Input data START

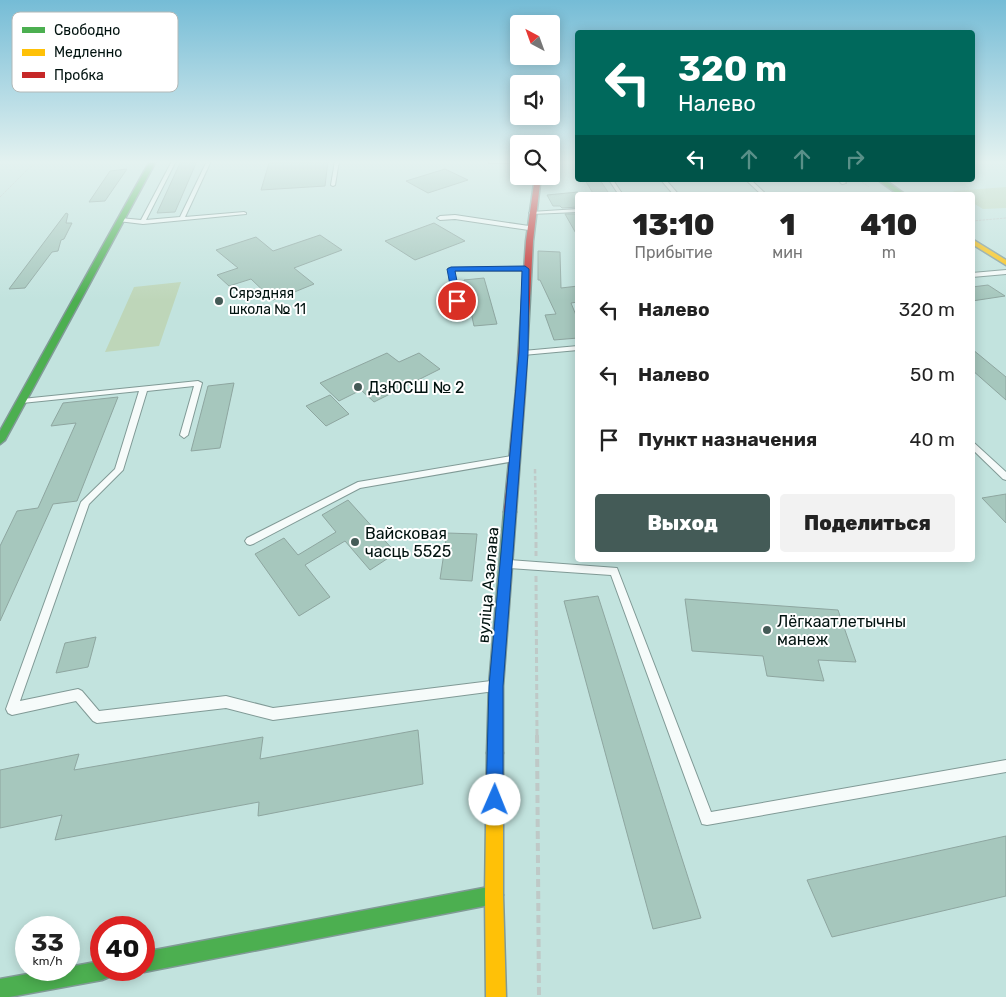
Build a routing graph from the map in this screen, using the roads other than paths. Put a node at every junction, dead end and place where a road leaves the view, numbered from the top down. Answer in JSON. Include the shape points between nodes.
{"nodes":[{"id":1,"x":127,"y":208,"type":"edge"},
{"id":2,"x":150,"y":208,"type":"edge"},
{"id":3,"x":187,"y":208,"type":"edge"},
{"id":4,"x":532,"y":208,"type":"edge"},
{"id":5,"x":575,"y":210,"type":"edge"},
{"id":6,"x":244,"y":213,"type":"dead end"},
{"id":7,"x":531,"y":213,"type":"junction"},
{"id":8,"x":182,"y":218,"type":"junction"},
{"id":9,"x":440,"y":218,"type":"dead end"},
{"id":10,"x":120,"y":220,"type":"junction"},
{"id":11,"x":143,"y":222,"type":"junction"},
{"id":12,"x":530,"y":228,"type":"junction"},
{"id":13,"x":975,"y":243,"type":"edge"},
{"id":14,"x":1006,"y":263,"type":"edge"},
{"id":15,"x":525,"y":269,"type":"junction"},
{"id":16,"x":1006,"y":272,"type":"edge"},
{"id":17,"x":975,"y":275,"type":"edge"},
{"id":18,"x":460,"y":317,"type":"dead end"},
{"id":19,"x":575,"y":348,"type":"edge"},
{"id":20,"x":523,"y":353,"type":"junction"},
{"id":21,"x":144,"y":388,"type":"junction"},
{"id":22,"x":22,"y":401,"type":"junction"},
{"id":23,"x":184,"y":435,"type":"dead end"},
{"id":24,"x":0,"y":440,"type":"edge"},
{"id":25,"x":975,"y":447,"type":"edge"},
{"id":26,"x":515,"y":459,"type":"junction"},
{"id":27,"x":1006,"y":477,"type":"edge"},
{"id":28,"x":250,"y":541,"type":"dead end"},
{"id":29,"x":506,"y":563,"type":"junction"},
{"id":30,"x":496,"y":686,"type":"junction"},
{"id":31,"x":1006,"y":766,"type":"edge"},
{"id":32,"x":494,"y":895,"type":"junction"},
{"id":33,"x":155,"y":960,"type":"edge"},
{"id":34,"x":90,"y":972,"type":"edge"},
{"id":35,"x":0,"y":989,"type":"edge"},
{"id":36,"x":496,"y":997,"type":"edge"}],
"edges":[{"from":1,"to":10,"type":"street"},
{"from":2,"to":11,"type":"lane"},
{"from":3,"to":8,"type":"lane"},
{"from":4,"to":7,"type":"street","name":"вуліца Азалава"},
{"from":5,"to":7,"type":"lane"},
{"from":6,"to":8,"type":"lane"},
{"from":7,"to":12,"type":"street","name":"вуліца Азалава"},
{"from":8,"to":11,"type":"lane"},
{"from":9,"to":12,"type":"lane"},
{"from":10,"to":11,"type":"lane"},
{"from":10,"to":22,"type":"street"},
{"from":12,"to":15,"type":"street","name":"вуліца Азалава"},
{"from":13,"to":14,"type":"street"},
{"from":15,"to":18,"type":"lane","via":[[451,269]]},
{"from":15,"to":20,"type":"street","name":"вуліца Азалава"},
{"from":16,"to":17,"type":"lane"},
{"from":19,"to":20,"type":"lane"},
{"from":20,"to":26,"type":"street","name":"вуліца Азалава"},
{"from":21,"to":22,"type":"lane"},
{"from":21,"to":23,"type":"lane","via":[[198,383]]},
{"from":21,"to":30,"type":"lane","via":[[119,470],[85,502],[12,709],[78,695],[97,717],[226,702],[273,714]]},
{"from":22,"to":24,"type":"street"},
{"from":25,"to":27,"type":"lane"},
{"from":26,"to":28,"type":"lane","via":[[358,486]]},
{"from":26,"to":29,"type":"street","name":"вуліца Азалава"},
{"from":29,"to":30,"type":"street","name":"вуліца Азалава"},
{"from":29,"to":31,"type":"lane","via":[[614,571],[707,819]]},
{"from":30,"to":32,"type":"street","name":"вуліца Азалава"},
{"from":32,"to":33,"type":"street"},
{"from":32,"to":36,"type":"street","name":"вуліца Азалава"},
{"from":34,"to":35,"type":"street"}]}
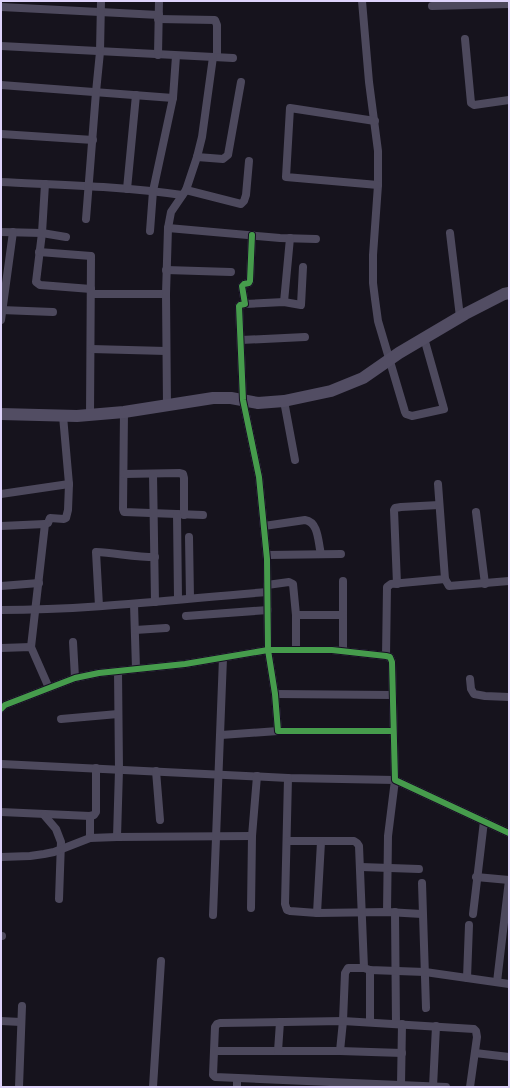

Input data END

What lines in the entries contain "dead"? Report each one by copying it.

## Answer
Build a routing graph from the map in this screen, using the roads other than paths. Put a node at every junction, dead end and place where a road leaves the view, numbered from the top down. Answer in JSON. Include the shape points between nodes.
{"id":6,"x":244,"y":213,"type":"dead end"},
{"id":9,"x":440,"y":218,"type":"dead end"},
{"id":18,"x":460,"y":317,"type":"dead end"},
{"id":23,"x":184,"y":435,"type":"dead end"},
{"id":28,"x":250,"y":541,"type":"dead end"},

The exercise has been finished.